When moving to another country one can expect to hear their name pronounced differently. Maybe a syllable gets tweaked by the local accent or they yawl the vowels like a redneck choking on his sister’s g-string. Sometimes they just recycle your name into something that resembles lyrics from the Haka.
I always thought that Shaun was pretty universal thanks to western television. Its not that difficult to pronounce either, is it?
The Swedes have a tendency to pronounce every letter in a word. That kind of makes sense and is just so Scandinavianly efficient. This causes my language teachers to read out my name as “Sah-hoon”. That’s just the Swedes. I study with Greeks, Syrians, Ukrainians and other nationalities which most Americans would never find on a map.
I now answer to names such as John, Juan, Jeanne, Jewan and Sorn.
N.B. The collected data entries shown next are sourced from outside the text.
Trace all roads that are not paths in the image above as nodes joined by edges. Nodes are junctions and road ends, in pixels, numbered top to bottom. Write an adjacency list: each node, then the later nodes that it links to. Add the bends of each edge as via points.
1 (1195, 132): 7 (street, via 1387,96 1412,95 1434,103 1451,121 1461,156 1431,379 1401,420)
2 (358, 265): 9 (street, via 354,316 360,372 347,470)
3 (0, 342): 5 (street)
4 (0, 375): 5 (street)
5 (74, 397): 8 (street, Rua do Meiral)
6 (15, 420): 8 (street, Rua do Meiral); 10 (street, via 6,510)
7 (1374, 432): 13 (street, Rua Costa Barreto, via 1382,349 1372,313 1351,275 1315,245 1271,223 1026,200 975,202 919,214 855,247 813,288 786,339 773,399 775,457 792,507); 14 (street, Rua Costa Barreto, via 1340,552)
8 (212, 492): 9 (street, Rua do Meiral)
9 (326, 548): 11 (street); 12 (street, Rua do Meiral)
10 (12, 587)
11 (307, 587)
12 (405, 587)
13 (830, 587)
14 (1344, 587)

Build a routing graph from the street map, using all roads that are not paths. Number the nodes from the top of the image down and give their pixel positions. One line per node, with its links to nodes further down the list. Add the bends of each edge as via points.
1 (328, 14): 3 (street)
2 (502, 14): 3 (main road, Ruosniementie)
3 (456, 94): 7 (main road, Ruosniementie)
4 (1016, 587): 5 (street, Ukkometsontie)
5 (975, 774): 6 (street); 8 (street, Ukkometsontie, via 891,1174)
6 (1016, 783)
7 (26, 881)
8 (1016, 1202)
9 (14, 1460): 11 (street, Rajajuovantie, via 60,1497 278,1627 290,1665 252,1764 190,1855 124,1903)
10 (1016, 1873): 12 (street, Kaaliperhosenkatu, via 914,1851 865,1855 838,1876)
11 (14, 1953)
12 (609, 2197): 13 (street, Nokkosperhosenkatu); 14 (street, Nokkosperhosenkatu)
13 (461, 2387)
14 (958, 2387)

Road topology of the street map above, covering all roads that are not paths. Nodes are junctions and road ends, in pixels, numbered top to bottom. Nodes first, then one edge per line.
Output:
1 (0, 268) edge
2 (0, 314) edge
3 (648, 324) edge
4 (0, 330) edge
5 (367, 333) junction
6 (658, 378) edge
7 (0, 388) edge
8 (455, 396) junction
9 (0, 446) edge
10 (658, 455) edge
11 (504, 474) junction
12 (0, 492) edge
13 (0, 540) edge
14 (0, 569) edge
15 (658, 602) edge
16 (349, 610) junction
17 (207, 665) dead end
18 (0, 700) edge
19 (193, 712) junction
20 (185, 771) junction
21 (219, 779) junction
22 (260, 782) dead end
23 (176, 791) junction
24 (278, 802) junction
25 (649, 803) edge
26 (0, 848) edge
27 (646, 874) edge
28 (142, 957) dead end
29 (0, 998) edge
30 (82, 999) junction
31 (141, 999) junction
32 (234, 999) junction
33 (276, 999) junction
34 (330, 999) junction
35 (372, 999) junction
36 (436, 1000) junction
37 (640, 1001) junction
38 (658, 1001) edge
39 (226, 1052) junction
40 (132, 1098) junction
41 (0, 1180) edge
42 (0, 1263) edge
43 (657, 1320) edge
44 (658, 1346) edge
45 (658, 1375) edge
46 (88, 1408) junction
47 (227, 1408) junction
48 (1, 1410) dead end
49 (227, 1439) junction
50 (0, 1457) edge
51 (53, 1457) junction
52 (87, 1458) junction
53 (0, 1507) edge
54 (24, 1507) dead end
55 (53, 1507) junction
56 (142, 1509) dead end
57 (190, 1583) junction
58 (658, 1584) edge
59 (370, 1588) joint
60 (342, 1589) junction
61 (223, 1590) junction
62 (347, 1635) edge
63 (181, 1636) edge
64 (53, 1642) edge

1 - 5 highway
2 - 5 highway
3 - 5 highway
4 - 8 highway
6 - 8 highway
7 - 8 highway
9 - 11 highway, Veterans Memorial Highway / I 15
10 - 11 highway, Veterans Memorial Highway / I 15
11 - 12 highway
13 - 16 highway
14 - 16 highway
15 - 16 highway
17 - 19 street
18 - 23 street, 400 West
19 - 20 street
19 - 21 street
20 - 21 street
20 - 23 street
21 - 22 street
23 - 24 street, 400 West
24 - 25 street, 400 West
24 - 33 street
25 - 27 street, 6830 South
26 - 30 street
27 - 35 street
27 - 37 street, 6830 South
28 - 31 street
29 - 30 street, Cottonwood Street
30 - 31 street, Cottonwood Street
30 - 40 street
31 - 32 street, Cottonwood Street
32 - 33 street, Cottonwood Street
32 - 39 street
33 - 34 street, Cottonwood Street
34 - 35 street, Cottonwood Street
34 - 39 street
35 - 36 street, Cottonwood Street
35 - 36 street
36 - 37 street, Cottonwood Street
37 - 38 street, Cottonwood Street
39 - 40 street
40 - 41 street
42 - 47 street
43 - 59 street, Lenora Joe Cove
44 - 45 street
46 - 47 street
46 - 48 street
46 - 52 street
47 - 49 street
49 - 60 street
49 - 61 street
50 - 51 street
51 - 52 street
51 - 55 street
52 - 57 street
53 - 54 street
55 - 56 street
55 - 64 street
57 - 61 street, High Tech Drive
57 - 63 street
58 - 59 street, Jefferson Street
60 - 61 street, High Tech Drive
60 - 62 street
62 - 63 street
Apparently the “sh” sound from English is unpopular on the Arabic and Greek side of the planet. The mere thought of attempting to pronounce “sh” causes them to restructure their entire sentence in order to avoid it.
I can imagine this concept of pronouncing every letter would drive the French insane. Those lazy, baguette-munching Francophones neglect every third letter in a sentence, yet they manage to sound sexy and intelligent no matter what they’re babbling about. Damnit.
“Bonjour ma petite aubergine. Tes yeux sont comme des blocs de béton et les vers de terre ont de la barbe.”
“Oh my god, Jeanne-Pierre! You’re so romantic and sophisticated. I want your bilingual babies!”
Having a single-syllable, European name in Sweden is far from the worst that could happen. Whenever I meet a Xhosa person back home I grit my teeth and pray that their name doesn’t contain a click. Those clicks are the bane of my attempts at the majority language of the Eastern Cape which, ironically, we don’t learn at school. Don’t ask me to click a “q”. I can handle a “c” or maybe a “x” on a good day, but for the love of Ubuntu spare my whiteness the embarrassment of failing to pronounce “Ntombokuqala”.
My palms sweat with anticipation as I shake their hand and hope for something like Sandile or Jeremy. The latter is unlikely, but I’m desperate to save face on home ground.
Show respect by trying and most people will appreciate the effort. Reciprocate by not laughing at the attempt and we’re off to a good start.